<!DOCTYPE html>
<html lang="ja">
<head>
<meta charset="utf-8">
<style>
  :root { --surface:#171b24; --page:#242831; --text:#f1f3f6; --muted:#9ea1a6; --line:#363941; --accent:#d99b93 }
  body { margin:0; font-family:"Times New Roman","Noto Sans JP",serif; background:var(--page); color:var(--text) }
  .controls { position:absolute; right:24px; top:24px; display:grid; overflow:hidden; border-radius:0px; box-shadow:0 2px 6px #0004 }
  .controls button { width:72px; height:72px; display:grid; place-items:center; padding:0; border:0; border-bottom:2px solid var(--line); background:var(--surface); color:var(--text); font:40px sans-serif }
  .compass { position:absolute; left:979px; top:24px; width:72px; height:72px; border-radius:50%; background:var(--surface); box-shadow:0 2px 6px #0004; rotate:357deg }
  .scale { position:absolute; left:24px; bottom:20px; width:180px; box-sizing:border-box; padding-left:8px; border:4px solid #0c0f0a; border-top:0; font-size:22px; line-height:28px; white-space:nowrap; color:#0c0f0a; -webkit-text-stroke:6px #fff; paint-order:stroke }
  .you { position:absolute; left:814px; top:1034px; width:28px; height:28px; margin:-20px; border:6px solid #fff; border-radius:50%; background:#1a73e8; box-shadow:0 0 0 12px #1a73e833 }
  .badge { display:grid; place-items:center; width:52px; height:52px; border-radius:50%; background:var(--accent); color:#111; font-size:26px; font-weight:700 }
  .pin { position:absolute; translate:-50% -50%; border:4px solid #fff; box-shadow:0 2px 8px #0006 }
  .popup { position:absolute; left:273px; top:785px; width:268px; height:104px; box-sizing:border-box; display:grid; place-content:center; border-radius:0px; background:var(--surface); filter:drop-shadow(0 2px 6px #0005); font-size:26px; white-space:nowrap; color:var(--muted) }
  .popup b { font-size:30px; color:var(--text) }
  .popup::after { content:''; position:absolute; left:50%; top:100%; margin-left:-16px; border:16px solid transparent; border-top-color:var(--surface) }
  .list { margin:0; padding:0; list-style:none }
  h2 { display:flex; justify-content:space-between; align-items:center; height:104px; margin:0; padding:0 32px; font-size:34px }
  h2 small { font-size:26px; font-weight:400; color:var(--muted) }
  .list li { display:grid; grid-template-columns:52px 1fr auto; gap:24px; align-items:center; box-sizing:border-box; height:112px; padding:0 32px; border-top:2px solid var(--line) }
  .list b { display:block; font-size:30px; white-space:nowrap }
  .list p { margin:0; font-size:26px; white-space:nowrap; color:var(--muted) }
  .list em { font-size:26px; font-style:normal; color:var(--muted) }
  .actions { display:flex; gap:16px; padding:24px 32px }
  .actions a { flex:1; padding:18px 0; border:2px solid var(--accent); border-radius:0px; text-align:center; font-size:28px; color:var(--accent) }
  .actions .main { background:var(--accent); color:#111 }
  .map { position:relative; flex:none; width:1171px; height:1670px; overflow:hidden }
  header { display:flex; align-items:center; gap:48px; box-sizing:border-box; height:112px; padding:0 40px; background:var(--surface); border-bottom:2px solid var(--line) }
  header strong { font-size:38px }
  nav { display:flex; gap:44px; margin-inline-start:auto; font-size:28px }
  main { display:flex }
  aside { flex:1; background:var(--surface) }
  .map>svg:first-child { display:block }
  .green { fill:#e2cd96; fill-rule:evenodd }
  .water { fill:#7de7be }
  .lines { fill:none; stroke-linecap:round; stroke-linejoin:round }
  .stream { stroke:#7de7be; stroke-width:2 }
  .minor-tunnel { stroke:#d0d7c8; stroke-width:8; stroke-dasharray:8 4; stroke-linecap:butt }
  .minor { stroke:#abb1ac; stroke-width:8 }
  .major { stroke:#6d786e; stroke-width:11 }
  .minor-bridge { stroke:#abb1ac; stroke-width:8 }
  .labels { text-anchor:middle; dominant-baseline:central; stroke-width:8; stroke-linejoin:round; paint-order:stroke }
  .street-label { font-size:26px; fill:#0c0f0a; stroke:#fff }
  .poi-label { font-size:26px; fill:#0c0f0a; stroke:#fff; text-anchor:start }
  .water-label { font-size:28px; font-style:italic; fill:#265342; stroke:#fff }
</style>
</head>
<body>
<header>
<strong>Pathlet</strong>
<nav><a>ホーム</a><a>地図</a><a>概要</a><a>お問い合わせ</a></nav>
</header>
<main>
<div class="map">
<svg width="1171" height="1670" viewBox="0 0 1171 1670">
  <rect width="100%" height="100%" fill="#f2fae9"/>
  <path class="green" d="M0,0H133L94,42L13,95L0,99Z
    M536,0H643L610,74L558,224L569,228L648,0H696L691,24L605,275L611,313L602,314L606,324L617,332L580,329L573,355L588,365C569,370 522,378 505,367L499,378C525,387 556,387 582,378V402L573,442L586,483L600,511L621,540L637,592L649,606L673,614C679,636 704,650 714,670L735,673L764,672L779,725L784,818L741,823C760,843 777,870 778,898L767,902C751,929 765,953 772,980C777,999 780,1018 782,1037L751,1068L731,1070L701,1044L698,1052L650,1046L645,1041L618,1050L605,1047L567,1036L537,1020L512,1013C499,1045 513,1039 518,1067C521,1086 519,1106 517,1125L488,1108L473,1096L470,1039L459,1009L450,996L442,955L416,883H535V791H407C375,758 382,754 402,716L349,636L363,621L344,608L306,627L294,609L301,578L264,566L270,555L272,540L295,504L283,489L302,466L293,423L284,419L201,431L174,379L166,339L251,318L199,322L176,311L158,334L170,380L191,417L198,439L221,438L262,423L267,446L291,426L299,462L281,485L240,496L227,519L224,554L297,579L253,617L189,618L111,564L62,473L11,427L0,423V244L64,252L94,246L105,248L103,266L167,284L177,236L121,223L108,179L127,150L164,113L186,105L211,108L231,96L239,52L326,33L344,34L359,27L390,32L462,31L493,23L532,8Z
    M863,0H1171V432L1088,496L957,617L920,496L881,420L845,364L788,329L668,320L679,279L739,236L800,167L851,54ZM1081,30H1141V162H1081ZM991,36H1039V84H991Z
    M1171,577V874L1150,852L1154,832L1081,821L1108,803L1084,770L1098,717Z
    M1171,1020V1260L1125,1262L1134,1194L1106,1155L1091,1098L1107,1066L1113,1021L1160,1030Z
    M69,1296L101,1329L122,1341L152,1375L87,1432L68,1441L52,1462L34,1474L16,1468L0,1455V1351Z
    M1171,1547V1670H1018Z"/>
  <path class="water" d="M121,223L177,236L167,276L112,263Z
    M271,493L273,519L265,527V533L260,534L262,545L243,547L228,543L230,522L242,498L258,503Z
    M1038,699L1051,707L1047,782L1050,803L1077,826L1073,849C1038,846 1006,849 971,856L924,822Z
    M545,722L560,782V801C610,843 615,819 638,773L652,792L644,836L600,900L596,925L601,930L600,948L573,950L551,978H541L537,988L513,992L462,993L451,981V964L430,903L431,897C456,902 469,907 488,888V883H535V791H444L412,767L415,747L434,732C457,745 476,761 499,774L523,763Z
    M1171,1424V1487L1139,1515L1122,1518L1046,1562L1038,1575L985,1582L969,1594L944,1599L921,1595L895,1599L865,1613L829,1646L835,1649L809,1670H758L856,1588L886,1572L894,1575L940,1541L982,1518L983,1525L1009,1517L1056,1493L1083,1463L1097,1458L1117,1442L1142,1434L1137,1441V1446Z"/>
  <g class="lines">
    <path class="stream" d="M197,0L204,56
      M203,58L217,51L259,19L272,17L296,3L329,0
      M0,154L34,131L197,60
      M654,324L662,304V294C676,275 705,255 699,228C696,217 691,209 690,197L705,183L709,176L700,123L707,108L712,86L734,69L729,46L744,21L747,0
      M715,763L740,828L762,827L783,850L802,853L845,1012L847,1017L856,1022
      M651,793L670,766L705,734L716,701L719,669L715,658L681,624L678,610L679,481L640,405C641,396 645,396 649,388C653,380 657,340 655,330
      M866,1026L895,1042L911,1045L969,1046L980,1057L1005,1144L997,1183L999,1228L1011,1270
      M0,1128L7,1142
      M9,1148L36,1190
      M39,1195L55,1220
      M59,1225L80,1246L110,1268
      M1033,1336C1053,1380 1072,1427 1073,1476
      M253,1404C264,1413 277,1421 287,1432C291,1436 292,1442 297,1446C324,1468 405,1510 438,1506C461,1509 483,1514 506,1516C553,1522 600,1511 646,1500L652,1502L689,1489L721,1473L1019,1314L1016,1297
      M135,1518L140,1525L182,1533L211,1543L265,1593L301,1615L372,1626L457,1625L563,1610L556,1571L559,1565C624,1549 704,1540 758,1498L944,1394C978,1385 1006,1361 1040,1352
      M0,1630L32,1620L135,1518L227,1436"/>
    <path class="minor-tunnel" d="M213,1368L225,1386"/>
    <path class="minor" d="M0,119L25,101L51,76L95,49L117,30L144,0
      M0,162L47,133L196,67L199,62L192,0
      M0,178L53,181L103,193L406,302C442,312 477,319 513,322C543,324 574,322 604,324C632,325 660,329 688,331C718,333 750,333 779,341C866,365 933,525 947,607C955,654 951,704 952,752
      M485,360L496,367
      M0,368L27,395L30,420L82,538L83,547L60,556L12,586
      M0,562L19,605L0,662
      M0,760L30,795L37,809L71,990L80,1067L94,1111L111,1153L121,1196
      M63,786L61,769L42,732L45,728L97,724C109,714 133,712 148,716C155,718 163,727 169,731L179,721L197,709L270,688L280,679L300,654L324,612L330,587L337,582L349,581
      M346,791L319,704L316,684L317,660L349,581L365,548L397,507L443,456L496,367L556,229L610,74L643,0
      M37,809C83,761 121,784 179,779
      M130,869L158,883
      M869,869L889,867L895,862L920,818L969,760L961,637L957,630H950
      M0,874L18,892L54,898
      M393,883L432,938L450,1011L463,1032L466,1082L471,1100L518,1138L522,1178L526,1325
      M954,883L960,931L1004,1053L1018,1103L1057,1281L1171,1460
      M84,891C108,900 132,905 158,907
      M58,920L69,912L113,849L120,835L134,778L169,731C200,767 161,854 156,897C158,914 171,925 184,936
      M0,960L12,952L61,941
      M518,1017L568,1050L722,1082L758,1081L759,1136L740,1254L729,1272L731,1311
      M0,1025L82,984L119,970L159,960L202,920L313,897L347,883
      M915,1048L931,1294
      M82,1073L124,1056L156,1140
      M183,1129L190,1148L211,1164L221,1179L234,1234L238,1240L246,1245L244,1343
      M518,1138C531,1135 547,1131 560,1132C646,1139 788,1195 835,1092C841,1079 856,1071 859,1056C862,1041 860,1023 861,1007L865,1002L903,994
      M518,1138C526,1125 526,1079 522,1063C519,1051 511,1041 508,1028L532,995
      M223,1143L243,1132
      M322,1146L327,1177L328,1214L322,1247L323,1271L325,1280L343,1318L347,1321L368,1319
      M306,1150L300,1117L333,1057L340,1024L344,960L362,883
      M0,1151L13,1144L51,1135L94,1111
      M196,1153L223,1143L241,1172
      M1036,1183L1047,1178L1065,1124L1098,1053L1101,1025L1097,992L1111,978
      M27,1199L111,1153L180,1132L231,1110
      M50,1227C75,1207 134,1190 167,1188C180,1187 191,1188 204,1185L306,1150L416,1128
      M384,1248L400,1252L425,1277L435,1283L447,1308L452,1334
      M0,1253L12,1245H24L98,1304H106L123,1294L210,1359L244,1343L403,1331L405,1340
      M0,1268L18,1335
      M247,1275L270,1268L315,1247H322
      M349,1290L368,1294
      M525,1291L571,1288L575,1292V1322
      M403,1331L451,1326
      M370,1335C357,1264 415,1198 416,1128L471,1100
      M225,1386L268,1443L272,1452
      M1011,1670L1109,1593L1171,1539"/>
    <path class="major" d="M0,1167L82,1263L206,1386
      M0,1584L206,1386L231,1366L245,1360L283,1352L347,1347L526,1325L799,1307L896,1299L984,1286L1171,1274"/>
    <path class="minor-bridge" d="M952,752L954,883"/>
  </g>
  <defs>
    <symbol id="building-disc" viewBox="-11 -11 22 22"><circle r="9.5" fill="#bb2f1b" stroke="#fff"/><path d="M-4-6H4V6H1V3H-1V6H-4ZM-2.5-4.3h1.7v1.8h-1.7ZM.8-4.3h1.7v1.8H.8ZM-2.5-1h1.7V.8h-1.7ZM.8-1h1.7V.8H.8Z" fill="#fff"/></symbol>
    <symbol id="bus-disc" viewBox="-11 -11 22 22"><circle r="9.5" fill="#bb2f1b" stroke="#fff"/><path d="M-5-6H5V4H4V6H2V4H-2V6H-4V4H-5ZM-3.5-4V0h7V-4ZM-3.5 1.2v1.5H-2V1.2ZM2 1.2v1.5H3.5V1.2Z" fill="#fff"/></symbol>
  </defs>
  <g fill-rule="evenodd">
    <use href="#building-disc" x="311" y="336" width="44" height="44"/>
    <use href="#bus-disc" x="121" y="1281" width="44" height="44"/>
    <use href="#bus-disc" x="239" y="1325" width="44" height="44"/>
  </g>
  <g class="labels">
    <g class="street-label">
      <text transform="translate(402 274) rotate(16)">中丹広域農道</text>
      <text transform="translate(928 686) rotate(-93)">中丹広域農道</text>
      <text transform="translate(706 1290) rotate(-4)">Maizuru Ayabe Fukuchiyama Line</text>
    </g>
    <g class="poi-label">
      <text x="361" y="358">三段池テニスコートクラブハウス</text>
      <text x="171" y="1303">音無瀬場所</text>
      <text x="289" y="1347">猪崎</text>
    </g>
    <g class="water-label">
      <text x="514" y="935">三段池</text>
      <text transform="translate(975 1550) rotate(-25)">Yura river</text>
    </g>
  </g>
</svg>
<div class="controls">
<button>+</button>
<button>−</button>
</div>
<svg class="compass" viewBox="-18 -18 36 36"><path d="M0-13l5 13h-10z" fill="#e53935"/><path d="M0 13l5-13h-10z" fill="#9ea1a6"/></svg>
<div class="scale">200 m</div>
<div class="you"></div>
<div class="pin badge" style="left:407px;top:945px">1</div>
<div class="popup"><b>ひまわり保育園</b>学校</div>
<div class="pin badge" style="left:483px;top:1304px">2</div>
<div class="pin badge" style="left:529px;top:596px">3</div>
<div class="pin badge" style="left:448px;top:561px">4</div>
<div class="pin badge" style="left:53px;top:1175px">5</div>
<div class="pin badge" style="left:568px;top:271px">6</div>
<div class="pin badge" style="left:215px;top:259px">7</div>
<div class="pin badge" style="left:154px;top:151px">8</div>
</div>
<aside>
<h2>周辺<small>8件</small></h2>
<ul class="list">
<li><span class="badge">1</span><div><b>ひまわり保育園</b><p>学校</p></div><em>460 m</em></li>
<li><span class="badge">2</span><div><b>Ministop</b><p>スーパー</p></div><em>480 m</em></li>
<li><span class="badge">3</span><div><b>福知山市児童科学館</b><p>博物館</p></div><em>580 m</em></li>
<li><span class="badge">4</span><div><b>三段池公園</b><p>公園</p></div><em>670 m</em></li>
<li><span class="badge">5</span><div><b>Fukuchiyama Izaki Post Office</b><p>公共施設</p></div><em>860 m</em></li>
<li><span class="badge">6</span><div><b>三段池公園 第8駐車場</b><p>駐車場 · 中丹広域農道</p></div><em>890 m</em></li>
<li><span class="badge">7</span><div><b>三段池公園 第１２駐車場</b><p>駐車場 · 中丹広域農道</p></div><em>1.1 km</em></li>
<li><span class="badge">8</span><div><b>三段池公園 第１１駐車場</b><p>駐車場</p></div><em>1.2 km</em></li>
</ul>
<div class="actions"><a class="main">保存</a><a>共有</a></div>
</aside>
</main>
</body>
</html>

####################

Say how many lines in the preceding material include the word "labels", with no other words in the reply.

• Problem solution:
2